### EXERCISE GOAL:
Lines of the records that hold the word "edges" are to be counted; give the number and nothing more.

### SUPPLIED RECORDS:

-=-=-=-=-

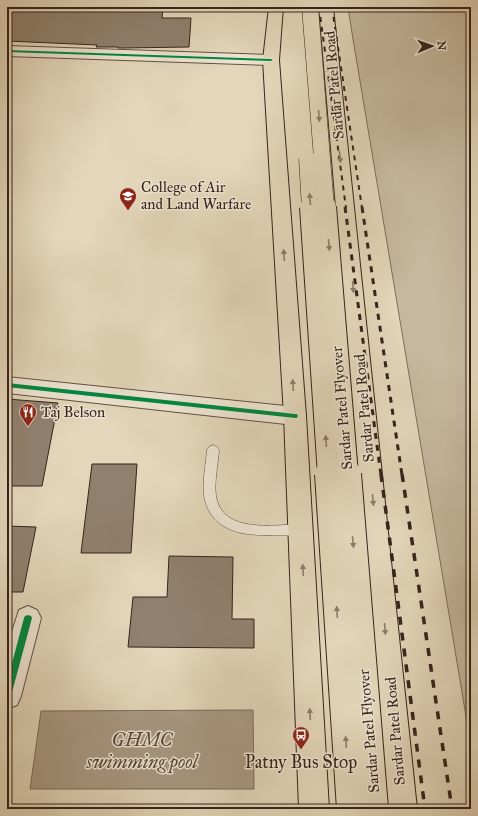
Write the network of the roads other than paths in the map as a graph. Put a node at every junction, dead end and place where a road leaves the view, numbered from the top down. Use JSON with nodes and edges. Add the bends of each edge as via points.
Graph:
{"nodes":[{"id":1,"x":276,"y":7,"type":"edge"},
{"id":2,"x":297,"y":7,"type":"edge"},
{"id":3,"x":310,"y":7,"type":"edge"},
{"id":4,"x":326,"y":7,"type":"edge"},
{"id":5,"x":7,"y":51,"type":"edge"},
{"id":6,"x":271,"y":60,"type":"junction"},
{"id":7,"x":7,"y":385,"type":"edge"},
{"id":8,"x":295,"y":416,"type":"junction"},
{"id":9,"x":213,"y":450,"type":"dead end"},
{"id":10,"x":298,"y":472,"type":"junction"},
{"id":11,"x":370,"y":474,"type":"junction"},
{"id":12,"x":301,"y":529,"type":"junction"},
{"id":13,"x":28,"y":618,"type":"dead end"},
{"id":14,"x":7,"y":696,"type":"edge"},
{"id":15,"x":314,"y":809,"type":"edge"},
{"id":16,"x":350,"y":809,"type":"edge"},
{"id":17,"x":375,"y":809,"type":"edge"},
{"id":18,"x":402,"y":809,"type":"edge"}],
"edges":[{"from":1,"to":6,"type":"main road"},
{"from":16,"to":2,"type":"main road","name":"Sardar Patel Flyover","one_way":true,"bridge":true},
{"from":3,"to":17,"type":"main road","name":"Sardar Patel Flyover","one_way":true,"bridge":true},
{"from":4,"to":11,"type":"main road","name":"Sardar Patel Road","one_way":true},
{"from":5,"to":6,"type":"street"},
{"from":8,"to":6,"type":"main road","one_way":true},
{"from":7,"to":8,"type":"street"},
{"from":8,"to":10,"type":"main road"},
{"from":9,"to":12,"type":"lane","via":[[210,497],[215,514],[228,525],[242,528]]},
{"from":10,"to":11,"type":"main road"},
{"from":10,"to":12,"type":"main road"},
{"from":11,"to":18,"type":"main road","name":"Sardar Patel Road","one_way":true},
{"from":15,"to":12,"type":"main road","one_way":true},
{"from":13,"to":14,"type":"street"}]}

-=-=-=-=-

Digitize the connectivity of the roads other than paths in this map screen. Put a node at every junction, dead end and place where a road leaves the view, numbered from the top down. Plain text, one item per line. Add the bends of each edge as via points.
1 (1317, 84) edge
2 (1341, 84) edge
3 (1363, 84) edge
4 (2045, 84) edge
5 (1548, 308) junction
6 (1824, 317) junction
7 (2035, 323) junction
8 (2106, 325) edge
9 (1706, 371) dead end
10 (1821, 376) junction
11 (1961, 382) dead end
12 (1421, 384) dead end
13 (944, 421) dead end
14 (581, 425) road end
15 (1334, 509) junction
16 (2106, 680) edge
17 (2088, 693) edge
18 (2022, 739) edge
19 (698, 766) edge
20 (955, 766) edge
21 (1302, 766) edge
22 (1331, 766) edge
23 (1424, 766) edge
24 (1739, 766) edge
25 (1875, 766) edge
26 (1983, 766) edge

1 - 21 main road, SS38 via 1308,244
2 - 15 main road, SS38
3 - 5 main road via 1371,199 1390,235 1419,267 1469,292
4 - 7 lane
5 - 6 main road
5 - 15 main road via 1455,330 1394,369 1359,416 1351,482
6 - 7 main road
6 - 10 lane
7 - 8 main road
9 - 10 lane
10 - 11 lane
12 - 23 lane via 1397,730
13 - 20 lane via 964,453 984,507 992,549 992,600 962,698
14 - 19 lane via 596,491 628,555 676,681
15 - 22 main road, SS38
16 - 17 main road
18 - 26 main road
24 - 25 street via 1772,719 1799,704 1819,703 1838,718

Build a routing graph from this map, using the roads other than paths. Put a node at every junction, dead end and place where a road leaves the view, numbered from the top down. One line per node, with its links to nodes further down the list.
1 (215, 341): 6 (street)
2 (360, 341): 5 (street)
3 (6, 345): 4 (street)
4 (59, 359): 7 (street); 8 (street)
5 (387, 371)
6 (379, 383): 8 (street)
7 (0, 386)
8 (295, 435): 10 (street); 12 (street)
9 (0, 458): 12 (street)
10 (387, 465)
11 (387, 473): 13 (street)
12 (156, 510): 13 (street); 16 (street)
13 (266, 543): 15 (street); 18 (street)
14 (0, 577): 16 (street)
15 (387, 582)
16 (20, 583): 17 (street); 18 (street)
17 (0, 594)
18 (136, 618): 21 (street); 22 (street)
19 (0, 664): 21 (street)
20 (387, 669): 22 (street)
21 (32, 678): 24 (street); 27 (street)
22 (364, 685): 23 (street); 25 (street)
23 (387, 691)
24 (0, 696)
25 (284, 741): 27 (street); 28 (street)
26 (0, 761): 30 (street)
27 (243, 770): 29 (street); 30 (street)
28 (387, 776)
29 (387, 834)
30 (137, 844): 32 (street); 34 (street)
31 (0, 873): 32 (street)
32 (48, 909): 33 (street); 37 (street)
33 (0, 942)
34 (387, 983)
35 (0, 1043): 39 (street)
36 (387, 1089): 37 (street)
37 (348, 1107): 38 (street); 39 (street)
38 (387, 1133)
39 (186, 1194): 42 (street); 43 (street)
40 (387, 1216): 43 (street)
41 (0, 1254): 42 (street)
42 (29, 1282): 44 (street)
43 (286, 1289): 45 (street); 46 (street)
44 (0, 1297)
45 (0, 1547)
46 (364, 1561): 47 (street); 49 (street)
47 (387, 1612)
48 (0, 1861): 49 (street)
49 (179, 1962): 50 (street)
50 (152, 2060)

-=-=-=-=-

### OUTPUT FOR THIS TASK:
2